Loudspeaker Specifications: What Matters?

In a recent answer to a reader's letter, I somewhat bluntly stated that Stereophile's reviewers use "hi-fi" adjectives to describe loudspeaker sound because even good loudspeakers are too far removed from sounding "real" to be compared directly with live music. Upon reflection, this may have sounded too dismissive, so I will elaborate a little in this short essay.

What would be the specifications necessary for a loudspeaker to sound "real?" First, it should have a bandwidth as wide as possible; with the exception of a slight HF roll-off when you sit in the back row of the stalls at an orchestral concert, what you hear live is what the instruments emitted, so let's go for HF extension well above 20kHz at the top—40kHz, for example, giving us an octave's margin above the limit of hearing. At the low end, "DC" is not possible, though let's say a few Hz would be sufficient to minimize the effects of low-frequency group delay. The on-axis response should, of course, be absolutely flat.

There is still plenty of debate over whether a speaker should have a flat on-axis response or a flat power response—the reverberant response in the room should be flat with frequency, which implies a rising on-axis response with frequency in a conventional room. I would suggest that it is sufficient that the on-axis response be flat, the energy falling away smoothly as the listener moves increasingly off-axis, either vertically or horizontally, with no sharp discontinuities.

In live sound every frequency component constituting that sound reaches your ears at the same time, ie, a linear phase response. For the phase response of the loudspeaker, it is sufficient that it be identical to that of an electronic filter in that it should be minimum-phase; ie, having the appropriate relationship to the amplitude response so that flattening the latter flattens the former. For optimum amplitude stereo imaging, the loudspeaker must approximate either a point- or a line-source across the whole audio band.

Finally, measurements of the dynamics of live orchestral sound suggest that a peak spl capability of 115–120dB, unweighted, would suffice. Regarding non-linearity, let's specify under 1% THD and IMD across the audio band at 96dB average levels.

There isn't a speaker yet designed that comes anywhere near these specifications!

But don't despair. By choosing a set of reasonable compromises, a talented designer can end up with a loudspeaker that satisfies musically on an individual basis. The user just mustn't forget that every area of reproduction has necessarily had to be compromised somewhat in order for the listener to be able to afford to buy something other than a Wilson WAMM or Infinity IRS V.

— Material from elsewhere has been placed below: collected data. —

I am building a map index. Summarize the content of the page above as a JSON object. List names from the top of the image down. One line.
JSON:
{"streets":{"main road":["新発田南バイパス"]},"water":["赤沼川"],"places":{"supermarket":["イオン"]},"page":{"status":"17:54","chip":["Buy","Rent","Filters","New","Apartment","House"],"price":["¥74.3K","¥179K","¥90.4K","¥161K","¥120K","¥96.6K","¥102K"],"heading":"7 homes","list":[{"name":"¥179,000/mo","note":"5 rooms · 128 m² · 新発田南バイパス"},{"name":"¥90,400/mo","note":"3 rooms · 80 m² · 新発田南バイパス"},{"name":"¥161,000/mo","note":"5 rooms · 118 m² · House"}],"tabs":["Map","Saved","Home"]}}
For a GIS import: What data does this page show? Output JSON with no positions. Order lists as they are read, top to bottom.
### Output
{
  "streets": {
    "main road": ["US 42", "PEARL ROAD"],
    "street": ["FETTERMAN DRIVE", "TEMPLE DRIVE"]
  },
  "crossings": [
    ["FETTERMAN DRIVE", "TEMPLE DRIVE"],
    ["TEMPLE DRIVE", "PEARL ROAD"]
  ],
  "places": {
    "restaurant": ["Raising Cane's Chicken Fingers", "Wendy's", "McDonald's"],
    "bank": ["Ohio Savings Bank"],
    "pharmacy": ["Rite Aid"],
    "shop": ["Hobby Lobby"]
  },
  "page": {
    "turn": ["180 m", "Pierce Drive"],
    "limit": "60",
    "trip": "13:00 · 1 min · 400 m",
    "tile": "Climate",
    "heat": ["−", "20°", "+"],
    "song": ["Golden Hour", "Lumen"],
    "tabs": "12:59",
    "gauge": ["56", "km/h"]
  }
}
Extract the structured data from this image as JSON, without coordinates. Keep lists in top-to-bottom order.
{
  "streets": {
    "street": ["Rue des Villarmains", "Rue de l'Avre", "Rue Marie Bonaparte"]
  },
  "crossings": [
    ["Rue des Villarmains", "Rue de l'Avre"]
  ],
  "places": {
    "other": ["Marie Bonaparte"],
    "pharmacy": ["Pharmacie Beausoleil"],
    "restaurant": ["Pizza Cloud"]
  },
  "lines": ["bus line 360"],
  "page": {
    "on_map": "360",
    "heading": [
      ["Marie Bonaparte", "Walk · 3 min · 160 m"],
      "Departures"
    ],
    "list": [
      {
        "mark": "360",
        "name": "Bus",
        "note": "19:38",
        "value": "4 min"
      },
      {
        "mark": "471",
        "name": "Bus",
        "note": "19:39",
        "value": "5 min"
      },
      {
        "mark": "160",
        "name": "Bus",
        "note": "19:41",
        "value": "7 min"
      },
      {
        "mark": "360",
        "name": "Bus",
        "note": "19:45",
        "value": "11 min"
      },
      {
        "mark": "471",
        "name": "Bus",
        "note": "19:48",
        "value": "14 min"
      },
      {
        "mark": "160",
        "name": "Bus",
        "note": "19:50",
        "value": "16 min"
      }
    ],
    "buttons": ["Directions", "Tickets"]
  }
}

With a loudspeaker intended to sell for under $1000/pair, the compromises are of necessity greater than usual and it takes a designer of genius to provide a model offering an all-round musical performance in this price range (footnote 1).

This short article was published in January 1989. Later that year I started using DR Labs' MLSSA system to measure loudpeakers, which I discussed in a February 1990 article. I have been using MLSSA ever since, the result being a unique archive of more than 900 loudspeaker reviews where the measurements are presented in a consistent format. An article comparing the measured frequency responses for the first two years in which I used MLSSA can be found here and "Getting the Best From Your Loudspeakers," an article on loudspeaker set-up, here.

In 1997 I presented an AES paper on loudspeaker measurements, based on my experience. This paper, split into three parts, can be found here here, and here. A related article can be found here.

Two videos in which I discuss audio measurements in general can be found here and here.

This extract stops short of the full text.